Wozu werden Mikrocontroller gebraucht?

Was wären wir bloß ohne diese winzigen vielseitigen Chips? Mindestens einen hat so gut wie jeder in seiner Hosentasche. Alles, was irgendwie klein und ach so unglaublich „smart“ (Phone, Watch, Küchenmaschinen, etc…) sein soll, wäre ohne einen Mikrocontroller (oder einfach MCU für Micro Controller Unit) nicht denkbar. Ohne sie ließe­ sich die mittlerweile zur Selbstverständlichkeit gewordene, scheinbar grenzenlose mobile Kommunikation überhaupt nicht realisieren. Sie können meist mehr als einfach nur simpel rechnen und weisen im Vergleich zu ihren Verwandten, den CPUs (Central Processing Unit) einige Raffinessen auf. Vereinfacht dargestellt beschreibt ein Mikrocontroller eine CPU, die um zusätzliche Elektronik erweitert wurde, um einen speziellen Einsatzzweck zu dienen.

Ein auseinandergebautes Smartphone – die MCU ist orange markiert.

Ein auseinandergebautes Smartphone – die MCU ist orange markiert.

Was ist der Unterschied zwischen einem Mikrocontroller und einem Prozessor?

Der gewöhnliche Prozessor (CPU), wie er in eurem Desktop-Computer bzw. Notebook steckt, hat eine Menge mit einem Mikrocontroller gemeinsam – streng genommen macht er das gleiche 😉 Bloß warum gibt’s denn verschiedene Typen, Bauformen oder Ausbaustufen?

Ein erster Ansatzpunkt ist die Anwendung. In welchem Gerät soll er stecken, soll er fest verlötet oder modular sein, wie viel Leistung wird abverlangt und wie versorge ich das Gefüge überhaupt mit Strom? Macht es zum Beispiel Sinn in einem Blutdruckmessgerät einen Desktop-Prozessoren zu verbauen? Eben nicht! Er ist viel zu groß und erzeugt eine Menge Abwärme (warum müssen die wohl so aufwendig gekühlt werden?!).

Die Kühlung einer Desktop-CPU, ganz schön aufwendig…

Die Kühlung einer Desktop-CPU, ganz schön aufwendig…

Universell oder spezialisiert, die Qual der Wahl.

Je nach Ausbaustufe bringen diese kleinen Wunderwerke u.a. Arbeitsspeicher, Ein- und Ausgänge, mehrere Rechenkerne und Wandler (z.B. Anschluss von Temperatursensoren) in einem Gehäuse unter. Ihre Leistungsfähigkeit reicht mittlerweile sogar für gehobene Anwendungen, die man sonst nur von einem ausgewachsenen PC erwarten würde.

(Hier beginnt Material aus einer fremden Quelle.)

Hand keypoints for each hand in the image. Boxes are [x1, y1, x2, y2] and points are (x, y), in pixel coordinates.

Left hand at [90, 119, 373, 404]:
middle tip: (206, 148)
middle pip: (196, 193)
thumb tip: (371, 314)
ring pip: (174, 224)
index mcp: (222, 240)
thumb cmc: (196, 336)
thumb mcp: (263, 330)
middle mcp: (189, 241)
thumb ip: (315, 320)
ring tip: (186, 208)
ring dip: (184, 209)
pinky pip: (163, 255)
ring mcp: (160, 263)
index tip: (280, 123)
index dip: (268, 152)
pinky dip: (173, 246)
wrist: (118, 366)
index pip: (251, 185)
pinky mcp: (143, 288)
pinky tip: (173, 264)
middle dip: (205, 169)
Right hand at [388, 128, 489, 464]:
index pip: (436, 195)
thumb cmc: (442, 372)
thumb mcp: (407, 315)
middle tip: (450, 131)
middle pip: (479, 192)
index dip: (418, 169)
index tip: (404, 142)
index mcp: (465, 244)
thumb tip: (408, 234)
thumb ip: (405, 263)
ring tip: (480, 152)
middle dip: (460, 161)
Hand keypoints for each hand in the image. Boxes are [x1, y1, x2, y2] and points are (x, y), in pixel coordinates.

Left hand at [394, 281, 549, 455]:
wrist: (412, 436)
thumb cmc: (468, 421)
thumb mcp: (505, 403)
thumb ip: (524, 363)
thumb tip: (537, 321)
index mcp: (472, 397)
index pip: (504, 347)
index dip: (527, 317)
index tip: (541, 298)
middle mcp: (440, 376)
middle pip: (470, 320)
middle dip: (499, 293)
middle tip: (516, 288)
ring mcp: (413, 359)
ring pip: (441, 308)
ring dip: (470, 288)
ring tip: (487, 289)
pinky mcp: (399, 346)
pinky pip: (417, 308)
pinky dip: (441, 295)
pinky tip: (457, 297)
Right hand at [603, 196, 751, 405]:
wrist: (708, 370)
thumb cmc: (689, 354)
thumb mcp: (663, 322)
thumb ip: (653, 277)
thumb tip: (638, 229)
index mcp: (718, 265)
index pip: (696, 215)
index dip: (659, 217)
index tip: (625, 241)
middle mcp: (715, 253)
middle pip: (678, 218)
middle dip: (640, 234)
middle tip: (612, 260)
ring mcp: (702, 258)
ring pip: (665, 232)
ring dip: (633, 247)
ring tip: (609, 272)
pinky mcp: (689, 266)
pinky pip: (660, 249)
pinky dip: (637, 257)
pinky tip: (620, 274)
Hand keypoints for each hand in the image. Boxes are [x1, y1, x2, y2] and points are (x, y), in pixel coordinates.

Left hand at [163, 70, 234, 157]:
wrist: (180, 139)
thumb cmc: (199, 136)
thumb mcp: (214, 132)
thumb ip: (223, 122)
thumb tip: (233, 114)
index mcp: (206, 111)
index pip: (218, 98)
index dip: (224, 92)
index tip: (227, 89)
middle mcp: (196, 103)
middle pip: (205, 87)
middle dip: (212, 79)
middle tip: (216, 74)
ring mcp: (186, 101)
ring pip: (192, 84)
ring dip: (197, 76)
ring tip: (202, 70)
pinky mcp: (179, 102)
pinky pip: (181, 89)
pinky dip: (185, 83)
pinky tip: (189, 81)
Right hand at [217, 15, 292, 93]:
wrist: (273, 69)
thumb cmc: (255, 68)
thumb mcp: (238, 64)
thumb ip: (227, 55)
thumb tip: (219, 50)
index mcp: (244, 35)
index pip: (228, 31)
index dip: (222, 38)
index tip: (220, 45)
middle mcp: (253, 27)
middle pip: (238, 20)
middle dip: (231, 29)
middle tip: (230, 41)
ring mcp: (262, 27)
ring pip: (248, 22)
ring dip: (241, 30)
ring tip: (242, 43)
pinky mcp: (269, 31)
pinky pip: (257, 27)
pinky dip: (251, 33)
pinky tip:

Wie gut das geht, zeigt ein RasberryPI. Von der Wetterstation bis hin zum kleinen Mediaplayer kann man mit dieser kleinen Platine schon eine Menge anfangen.

Desktop-Prozessor und Mikrocontroller im Größenvergleich

Desktop-Prozessor und Mikrocontroller im Größenvergleich

Die Rolle der Programmierung

Hardware ist ja gut und schön, nur ohne Programmierung bleibt eine MCU auch nichts weiter als ein Stück dummes Silizium 😛 Zugegeben, auf den ersten Blick mag die Komplexität erdrückend wirken, wie also den Einstieg finden? Zum Glück bieten alle namenhaften Hersteller Starter-Kits an. Sehr zu empfehlen sind hier die Launch-Pads von Texas Instruments, vor allem diejenigen, die auf dem MSP430 basieren. Diese Mikrocontroller-Familie existiert schon sehr lange und ihr könnt euch von einer großen Community helfen lassen. Auch andere Firmen haben entsprechende Bausätze im Portfolio. Zu nennen seien hier z.B. Fischertechnik und – für Freunde der kleinen Steine – Lego. Und ohne übertreiben zu wollen, hierbei handelt es sich wirklich um mehr als nur Spielzeug. Es ist erstaunlich, was sich mit ein wenig Kreativität und Zeit so alles realisieren lässt.